▶ _What the exercise asks_:
Your answer should be every line of the entries that has the string "nodes" in it.

▶ _Data under study_:
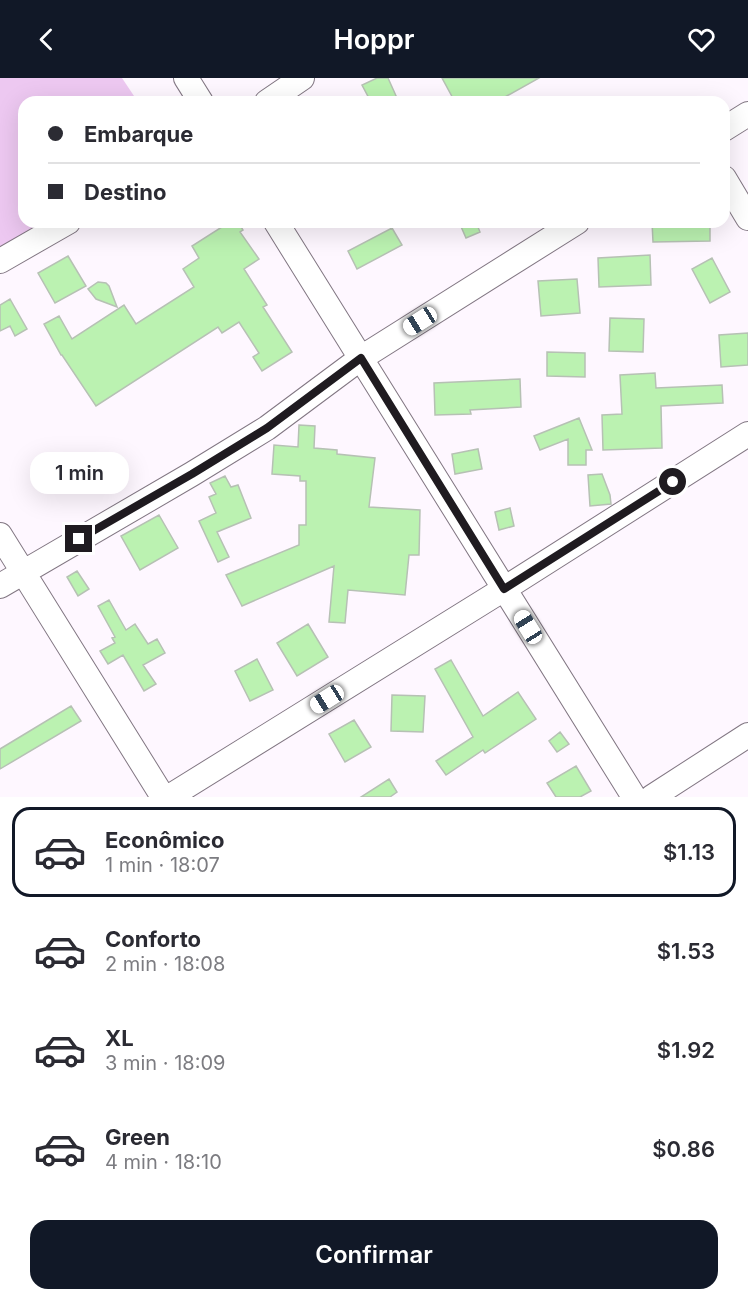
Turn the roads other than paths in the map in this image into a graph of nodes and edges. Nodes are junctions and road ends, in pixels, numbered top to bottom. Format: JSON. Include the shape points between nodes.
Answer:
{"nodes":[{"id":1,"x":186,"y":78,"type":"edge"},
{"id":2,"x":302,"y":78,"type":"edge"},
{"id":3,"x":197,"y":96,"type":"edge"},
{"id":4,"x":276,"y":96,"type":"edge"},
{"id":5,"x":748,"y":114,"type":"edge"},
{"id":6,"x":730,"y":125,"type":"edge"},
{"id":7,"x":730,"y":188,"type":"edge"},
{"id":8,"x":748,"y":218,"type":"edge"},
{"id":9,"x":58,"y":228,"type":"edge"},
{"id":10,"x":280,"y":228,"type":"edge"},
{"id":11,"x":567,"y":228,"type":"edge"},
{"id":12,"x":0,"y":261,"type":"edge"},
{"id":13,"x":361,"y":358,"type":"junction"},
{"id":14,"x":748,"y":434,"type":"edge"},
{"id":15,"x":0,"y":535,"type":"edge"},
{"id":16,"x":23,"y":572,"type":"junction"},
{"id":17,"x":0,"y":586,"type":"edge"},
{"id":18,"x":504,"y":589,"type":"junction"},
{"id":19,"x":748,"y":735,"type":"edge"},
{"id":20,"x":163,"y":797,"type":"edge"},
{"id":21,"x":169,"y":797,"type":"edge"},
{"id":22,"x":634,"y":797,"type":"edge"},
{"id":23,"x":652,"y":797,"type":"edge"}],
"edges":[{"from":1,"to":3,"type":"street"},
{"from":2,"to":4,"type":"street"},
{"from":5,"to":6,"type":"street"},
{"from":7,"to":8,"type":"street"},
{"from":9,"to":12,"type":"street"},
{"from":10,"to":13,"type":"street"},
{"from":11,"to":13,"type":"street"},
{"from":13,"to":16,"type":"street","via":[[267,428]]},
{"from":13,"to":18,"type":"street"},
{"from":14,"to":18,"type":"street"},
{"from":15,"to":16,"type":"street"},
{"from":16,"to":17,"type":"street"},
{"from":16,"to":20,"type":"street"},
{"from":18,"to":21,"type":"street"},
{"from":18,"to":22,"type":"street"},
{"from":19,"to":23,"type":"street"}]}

▶ _Solution to the problem_:
Turn the roads other than paths in the map in this image into a graph of nodes and edges. Nodes are junctions and road ends, in pixels, numbered top to bottom. Format: JSON. Include the shape points between nodes.
{"nodes":[{"id":1,"x":186,"y":78,"type":"edge"},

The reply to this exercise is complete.